The US has stated that it will veto any Palestinian bid for statehood at the UN Security Council, which places it unequivocally in the Israeli camp. The US also warned both Egypt and Palestinian Authority with suspension of aid.

Deputy National Security Advisor for Strategic Communications Ben Rhodes told the media on Friday, “We’ve been very clear that we don’t believe that unilateral actions through the United Nations will lead to a Palestinian state, that the way to achieve a Palestinian state is through negotiations between the parties,” adding, “That’s the only way you’re going to be able to deal with issues of borders and security, and the future of Jerusalem.”

President Obama has reiterated that he is “deeply committed” to Israeli security. The UN veto pledge is also a security pledge, given that the Israeli Finance Minister Yuval Steinitz said in August that the Palestinian bid for statehood at the United Nations was “a more serious threat to Israel than that posed by Hamas.”
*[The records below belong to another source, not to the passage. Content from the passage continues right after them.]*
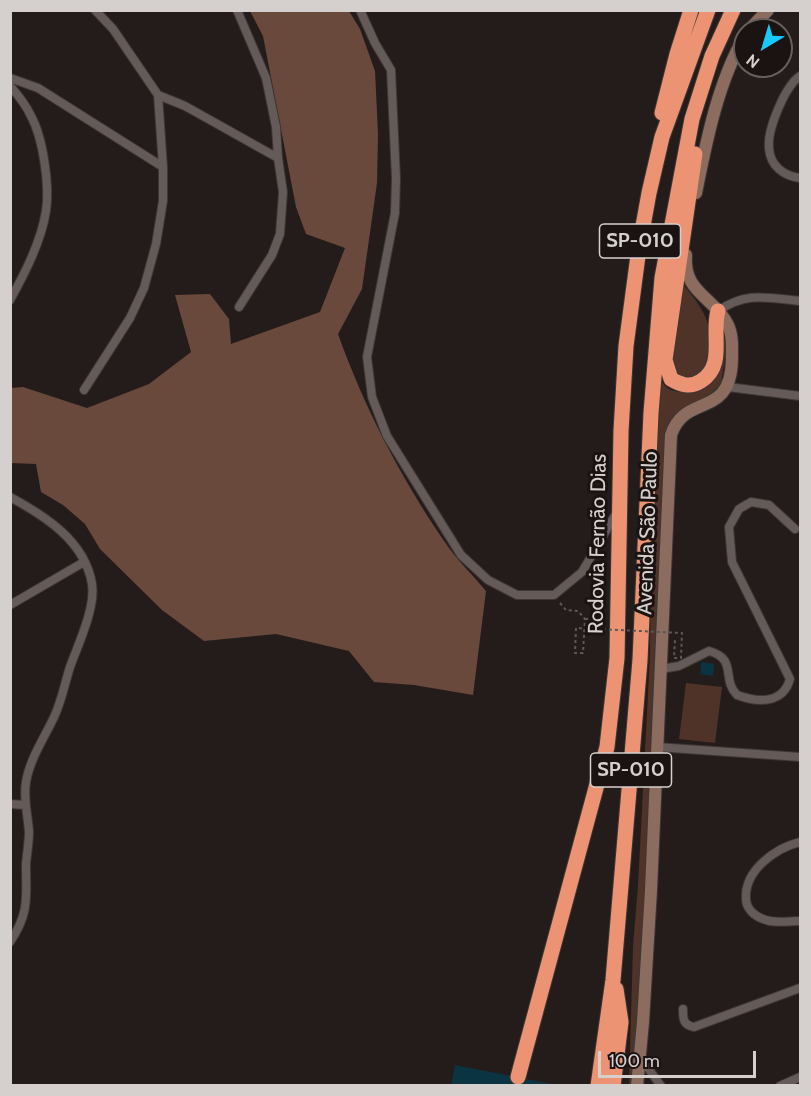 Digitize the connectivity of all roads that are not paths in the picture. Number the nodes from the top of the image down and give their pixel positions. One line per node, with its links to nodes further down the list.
1 (94, 10): 11 (street)
2 (237, 10): 14 (street)
3 (360, 10): 25 (street)
4 (691, 10): 13 (highway)
5 (708, 10): 13 (highway, Rodovia Fernão Dias / SP-010)
6 (733, 10): 12 (highway, SP-010)
7 (733, 61): 20 (street)
8 (801, 76): 16 (street)
9 (10, 78): 15 (street)
10 (10, 86): 17 (street)
11 (158, 96): 14 (street); 15 (street)
12 (692, 119): 20 (highway); 37 (highway, SP-010)
13 (662, 137): 25 (highway, Rodovia Fernão Dias / SP-010)
14 (278, 158): 19 (street)
15 (163, 167): 22 (street)
16 (801, 178)
17 (10, 300)
18 (801, 301): 20 (street)
19 (239, 308)
20 (718, 311): 21 (street)
21 (728, 387): 23 (street); 29 (street, Avenida São Paulo)
22 (84, 390)
23 (801, 396)
24 (10, 497): 27 (street)
25 (619, 509): 41 (highway, Rodovia Fernão Dias / SP-010)
26 (795, 529): 29 (street)
27 (84, 562): 28 (street); 33 (street)
28 (10, 605)
29 (661, 669): 30 (street, Avenida São Paulo)
30 (657, 747): 31 (street); 40 (street, Avenida São Paulo)
31 (801, 757)
32 (10, 804): 33 (street)
33 (25, 805): 36 (street)
34 (801, 842): 35 (street)
35 (801, 921)
36 (10, 942)
37 (614, 980): 43 (highway, SP-010); 44 (highway)
38 (801, 988): 39 (street)
39 (683, 1009)
40 (640, 1057): 45 (street, Avenida São Paulo); 46 (street)
41 (518, 1077)
42 (801, 1077): 47 (street)
43 (598, 1086)
44 (613, 1086)
45 (637, 1086)
46 (661, 1086)
47 (780, 1086)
US relations with most countries that vote for the establishment of a Palestinian state will not be much affected, save for a few countries that are teetering on the edge of Washington’s displeasure. These countries include Turkey and Egypt whose relations with Israel and the US are likely to suffer after the UN vote on September 23.

Interestingly, China has announced its support for Palestine’s United Nations Statehood bid in September. The announcement came during a meeting in late August between Chinese special envoy to the Middle East, Wu Sike and Palestinian leaders in Ramallah. The Chinese Foreign Ministry said Wu assured the Palestinian people of Beijing’s support for the Palestinian bid.
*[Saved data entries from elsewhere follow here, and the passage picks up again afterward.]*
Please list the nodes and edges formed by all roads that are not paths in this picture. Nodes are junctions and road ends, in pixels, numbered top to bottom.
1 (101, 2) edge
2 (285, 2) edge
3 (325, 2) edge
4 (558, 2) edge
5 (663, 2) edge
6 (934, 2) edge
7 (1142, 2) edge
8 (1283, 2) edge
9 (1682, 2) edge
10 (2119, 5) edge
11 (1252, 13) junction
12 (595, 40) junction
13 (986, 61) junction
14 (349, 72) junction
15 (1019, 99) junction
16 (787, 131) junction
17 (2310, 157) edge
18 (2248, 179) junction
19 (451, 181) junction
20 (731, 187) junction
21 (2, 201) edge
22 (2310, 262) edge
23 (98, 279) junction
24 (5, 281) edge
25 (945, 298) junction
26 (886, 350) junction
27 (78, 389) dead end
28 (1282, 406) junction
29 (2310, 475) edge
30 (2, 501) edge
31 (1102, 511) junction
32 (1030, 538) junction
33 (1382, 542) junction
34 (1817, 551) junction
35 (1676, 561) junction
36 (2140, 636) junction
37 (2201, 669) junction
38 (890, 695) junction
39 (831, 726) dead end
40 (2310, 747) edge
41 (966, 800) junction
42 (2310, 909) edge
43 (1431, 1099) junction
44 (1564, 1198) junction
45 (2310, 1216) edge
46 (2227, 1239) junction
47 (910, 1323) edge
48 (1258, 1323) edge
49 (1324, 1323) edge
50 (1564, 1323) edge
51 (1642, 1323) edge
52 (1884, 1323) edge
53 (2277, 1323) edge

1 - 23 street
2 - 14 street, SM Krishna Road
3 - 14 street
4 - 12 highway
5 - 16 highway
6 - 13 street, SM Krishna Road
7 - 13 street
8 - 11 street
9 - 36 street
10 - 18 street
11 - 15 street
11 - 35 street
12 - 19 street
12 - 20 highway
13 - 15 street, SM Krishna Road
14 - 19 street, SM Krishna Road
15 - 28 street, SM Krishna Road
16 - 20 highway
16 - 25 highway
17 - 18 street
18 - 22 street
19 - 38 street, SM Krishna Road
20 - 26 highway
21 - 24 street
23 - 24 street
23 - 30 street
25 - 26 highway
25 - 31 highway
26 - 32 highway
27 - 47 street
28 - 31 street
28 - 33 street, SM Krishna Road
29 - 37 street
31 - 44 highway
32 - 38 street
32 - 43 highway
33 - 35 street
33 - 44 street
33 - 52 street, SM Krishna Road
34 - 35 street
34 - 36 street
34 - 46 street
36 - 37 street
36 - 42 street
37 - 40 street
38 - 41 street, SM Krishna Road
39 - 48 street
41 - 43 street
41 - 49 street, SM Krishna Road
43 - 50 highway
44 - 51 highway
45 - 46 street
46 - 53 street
Chinese special envoy to the Middle East Wu Sike also met earlier with Egyptian Foreign Minister Mohammad Amr in Cairo. In the meeting Sike voiced China’s desire to develop a cooperative relationship and to further ties between the countries after the removal of Hosni Mubarak from power. China attaches great importance to Egypt’s role in the Middle East and is happy to see historic changes in Egypt, Wu said. The Palestine issue was also discussed with Wu stating that China supported the rights of full sovereignty for Palestinian people and considered the process integral to regional and world stability.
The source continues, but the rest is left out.